In [39]:
import torch
import torch.nn as nn
import numpy as np
import pytorch_lightning as pl
import pandas as pd
from sklearn.metrics import roc_auc_score, auc, precision_recall_curve, confusion_matrix, accuracy_score
from torch.utils.data import DataLoader, TensorDataset
from sklearn.metrics import precision_recall_curve, auc
from pytorch_lightning.callbacks import ModelCheckpoint
from sklearn.model_selection import train_test_split
from sklearn.preprocessing import StandardScaler, MinMaxScaler

In [40]:
train = pd.read_parquet("data/train_all_features.parquet").drop(columns = ["transcript_id", "transcript_position", "seq", "gene_id"])
test = pd.read_parquet("data/test_all_features.parquet").drop(columns = ["transcript_id", "transcript_position", "seq", "gene_id"])

In [41]:
scaler = StandardScaler()
# scaler = MinMaxScaler()

x_train = train.drop(columns = "label")
x_test = test.drop(columns = "label")

train_scaled_arr = scaler.fit_transform(x_train)
test_scaled_arr = scaler.transform(x_test)
train_scaled = pd.DataFrame(train_scaled_arr, columns=x_train.columns)
test_scaled = pd.DataFrame(test_scaled_arr, columns=x_test.columns)

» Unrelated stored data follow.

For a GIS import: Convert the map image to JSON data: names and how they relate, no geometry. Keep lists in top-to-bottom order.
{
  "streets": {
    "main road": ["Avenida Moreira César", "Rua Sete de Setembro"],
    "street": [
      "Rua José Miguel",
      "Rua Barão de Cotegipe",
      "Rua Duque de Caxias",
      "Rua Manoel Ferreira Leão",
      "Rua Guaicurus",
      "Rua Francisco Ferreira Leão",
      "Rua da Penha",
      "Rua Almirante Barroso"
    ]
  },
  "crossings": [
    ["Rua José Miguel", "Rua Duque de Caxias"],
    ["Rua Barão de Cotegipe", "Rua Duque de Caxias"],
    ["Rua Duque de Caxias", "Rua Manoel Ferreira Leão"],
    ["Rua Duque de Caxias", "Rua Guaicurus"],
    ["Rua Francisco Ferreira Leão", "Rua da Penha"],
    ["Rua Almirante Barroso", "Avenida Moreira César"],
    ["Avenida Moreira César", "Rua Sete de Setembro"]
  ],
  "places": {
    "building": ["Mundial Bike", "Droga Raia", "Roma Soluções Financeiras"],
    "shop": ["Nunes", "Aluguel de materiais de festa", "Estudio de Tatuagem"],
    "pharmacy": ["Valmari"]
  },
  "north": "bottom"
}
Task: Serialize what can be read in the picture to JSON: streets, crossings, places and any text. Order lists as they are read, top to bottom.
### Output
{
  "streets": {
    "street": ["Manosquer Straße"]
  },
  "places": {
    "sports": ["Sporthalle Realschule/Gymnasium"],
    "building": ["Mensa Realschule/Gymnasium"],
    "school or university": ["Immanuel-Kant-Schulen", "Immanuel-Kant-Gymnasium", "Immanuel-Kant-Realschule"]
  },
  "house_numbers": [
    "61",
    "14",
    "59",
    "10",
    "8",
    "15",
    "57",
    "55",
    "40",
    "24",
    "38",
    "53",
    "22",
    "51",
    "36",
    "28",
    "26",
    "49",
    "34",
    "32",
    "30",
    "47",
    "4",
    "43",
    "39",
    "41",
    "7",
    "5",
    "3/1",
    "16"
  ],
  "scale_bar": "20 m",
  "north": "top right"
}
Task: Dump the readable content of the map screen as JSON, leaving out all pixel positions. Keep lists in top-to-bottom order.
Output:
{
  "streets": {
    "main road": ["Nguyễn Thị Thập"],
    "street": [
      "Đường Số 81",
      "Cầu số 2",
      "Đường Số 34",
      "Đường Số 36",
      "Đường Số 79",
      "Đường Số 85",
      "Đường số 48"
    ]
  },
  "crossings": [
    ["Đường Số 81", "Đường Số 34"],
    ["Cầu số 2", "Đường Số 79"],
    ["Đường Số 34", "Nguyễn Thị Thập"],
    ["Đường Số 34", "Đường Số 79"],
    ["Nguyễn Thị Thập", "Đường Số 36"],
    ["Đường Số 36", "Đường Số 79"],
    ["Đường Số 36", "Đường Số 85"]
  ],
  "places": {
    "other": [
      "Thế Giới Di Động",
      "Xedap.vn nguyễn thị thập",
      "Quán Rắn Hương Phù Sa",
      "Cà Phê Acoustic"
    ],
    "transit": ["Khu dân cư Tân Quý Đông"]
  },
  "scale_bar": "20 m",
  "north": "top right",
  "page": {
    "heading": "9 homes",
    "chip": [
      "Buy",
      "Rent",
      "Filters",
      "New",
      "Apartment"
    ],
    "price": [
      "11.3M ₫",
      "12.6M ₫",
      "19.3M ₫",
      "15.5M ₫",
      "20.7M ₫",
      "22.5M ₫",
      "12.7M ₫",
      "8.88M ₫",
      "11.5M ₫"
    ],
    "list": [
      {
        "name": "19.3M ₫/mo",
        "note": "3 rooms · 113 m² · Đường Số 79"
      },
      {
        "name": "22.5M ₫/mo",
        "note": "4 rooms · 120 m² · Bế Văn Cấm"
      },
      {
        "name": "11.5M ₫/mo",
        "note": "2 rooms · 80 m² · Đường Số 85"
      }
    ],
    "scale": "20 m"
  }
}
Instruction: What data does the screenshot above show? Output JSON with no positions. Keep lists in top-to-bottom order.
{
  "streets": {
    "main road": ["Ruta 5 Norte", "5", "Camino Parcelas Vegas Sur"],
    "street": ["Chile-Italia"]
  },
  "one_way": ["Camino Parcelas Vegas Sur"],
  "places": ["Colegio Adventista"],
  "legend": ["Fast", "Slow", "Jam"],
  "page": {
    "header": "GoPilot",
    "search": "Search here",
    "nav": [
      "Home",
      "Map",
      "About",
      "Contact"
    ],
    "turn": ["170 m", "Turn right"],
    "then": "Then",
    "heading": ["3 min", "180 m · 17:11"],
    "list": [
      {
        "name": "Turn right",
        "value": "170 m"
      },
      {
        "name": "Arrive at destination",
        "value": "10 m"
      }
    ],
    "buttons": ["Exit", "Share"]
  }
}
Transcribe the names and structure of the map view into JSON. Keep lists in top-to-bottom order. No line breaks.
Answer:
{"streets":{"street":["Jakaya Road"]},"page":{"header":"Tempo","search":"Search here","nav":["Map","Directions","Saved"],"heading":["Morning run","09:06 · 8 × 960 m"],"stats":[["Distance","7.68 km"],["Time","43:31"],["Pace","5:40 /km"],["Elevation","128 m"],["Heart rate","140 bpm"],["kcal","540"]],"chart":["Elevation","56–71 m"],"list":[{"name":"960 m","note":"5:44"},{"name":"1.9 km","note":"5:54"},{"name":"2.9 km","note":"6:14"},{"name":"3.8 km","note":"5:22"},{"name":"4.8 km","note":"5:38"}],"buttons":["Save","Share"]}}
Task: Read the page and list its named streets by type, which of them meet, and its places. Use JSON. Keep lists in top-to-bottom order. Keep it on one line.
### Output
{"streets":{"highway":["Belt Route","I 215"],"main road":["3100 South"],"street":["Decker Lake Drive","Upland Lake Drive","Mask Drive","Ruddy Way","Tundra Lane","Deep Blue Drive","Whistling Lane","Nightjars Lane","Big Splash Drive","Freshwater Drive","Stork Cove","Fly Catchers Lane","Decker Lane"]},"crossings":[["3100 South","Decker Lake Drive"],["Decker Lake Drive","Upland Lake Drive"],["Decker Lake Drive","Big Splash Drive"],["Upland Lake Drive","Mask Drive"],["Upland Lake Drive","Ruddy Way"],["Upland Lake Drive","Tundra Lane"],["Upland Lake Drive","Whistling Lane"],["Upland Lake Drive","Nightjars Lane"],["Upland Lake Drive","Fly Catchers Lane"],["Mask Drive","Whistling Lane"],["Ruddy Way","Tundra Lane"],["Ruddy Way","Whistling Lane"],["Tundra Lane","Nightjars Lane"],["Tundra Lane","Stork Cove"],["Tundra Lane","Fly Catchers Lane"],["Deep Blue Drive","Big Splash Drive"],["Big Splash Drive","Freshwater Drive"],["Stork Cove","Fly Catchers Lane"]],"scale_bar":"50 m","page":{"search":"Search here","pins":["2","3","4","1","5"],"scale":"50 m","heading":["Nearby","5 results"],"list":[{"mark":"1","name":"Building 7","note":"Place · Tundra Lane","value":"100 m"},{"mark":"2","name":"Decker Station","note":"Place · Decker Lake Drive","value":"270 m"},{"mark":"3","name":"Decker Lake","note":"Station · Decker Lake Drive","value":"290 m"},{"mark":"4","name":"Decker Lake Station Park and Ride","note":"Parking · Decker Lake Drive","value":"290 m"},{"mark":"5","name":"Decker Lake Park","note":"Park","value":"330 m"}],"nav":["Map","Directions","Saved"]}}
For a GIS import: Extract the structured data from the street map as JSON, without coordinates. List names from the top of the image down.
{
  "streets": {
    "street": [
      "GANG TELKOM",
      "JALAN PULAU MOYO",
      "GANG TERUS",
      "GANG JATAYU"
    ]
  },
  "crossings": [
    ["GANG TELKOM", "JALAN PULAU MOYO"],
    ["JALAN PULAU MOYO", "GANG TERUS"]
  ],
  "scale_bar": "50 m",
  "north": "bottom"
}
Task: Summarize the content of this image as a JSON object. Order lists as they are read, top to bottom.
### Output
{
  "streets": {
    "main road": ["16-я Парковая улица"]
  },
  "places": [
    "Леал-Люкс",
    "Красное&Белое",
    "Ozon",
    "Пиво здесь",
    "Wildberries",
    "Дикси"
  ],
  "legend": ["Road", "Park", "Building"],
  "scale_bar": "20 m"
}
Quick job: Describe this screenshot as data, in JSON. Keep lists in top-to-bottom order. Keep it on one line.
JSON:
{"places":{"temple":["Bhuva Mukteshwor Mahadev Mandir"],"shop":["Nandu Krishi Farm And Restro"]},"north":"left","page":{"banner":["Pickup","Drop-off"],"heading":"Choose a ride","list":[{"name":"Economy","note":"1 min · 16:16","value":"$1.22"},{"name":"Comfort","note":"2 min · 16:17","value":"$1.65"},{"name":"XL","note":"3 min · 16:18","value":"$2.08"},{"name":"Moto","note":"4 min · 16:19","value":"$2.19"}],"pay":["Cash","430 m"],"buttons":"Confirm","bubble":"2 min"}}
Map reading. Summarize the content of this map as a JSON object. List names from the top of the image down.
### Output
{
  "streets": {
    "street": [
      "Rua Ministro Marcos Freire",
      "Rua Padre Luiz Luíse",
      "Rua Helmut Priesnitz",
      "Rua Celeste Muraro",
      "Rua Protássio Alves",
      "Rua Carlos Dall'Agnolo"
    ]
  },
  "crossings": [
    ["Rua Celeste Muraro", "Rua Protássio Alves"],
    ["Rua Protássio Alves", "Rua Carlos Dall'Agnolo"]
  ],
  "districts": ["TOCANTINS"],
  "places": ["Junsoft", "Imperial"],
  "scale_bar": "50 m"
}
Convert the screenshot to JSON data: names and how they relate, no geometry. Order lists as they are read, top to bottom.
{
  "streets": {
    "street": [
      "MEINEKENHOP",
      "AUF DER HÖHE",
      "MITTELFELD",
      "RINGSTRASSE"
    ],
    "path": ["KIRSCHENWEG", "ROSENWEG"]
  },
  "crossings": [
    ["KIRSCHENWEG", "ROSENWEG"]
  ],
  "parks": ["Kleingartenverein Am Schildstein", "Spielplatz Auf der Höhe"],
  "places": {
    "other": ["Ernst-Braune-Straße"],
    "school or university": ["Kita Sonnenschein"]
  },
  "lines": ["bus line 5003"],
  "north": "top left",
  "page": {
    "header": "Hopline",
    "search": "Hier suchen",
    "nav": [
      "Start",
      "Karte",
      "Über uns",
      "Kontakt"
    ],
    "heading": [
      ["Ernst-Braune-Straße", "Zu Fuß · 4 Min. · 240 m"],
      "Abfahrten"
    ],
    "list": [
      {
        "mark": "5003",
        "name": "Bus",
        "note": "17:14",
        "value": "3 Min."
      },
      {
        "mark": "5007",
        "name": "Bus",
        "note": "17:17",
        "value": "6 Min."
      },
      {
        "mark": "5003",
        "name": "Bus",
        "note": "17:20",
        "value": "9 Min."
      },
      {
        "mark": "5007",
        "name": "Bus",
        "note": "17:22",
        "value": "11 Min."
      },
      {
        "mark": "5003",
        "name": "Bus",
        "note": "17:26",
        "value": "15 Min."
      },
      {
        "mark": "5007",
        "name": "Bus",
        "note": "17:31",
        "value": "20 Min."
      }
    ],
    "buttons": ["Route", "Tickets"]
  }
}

train_scaled["label"] = train["label"].values
test_scaled["label"] = test["label"].values

In [None]:
class BidirectionalRNN(pl.LightningModule):
    def __init__(self, input_size, hidden_size, output_size, learning_rate=1e-3):
        super(BidirectionalRNN, self).__init__()
        self.save_hyperparameters()
        self.hidden_size = hidden_size
        self.rnn = nn.RNN(input_size, hidden_size, batch_first=True, bidirectional=True)
        self.fc = nn.Linear(hidden_size * 2, output_size)
        self.learning_rate = learning_rate
        self.criterion = nn.BCEWithLogitsLoss()
        self.val_outputs = []
        
    def forward(self, x):
        # x: (batch_size, seq_len, input_size)
        rnn_out, _ = self.rnn(x)  # rnn_out: (batch_size, seq_len, hidden_size * 2)
        last_hidden = rnn_out[:, -1, :]  # (batch_size, hidden_size * 2)
        out = self.fc(last_hidden)  # (batch_size, output_size)
        return out
    
    def training_step(self, batch, batch_idx):
        x, y = batch
        logits = self(x).squeeze(1)
        loss = self.criterion(logits, y)
        self.log('train_loss', loss)
        return loss

    def validation_step(self, batch, batch_idx):
        x, y = batch
        logits = self(x).squeeze(1)
        loss = self.criterion(logits, y)
        preds = torch.sigmoid(logits)
        self.log('val_loss', loss, prog_bar=True)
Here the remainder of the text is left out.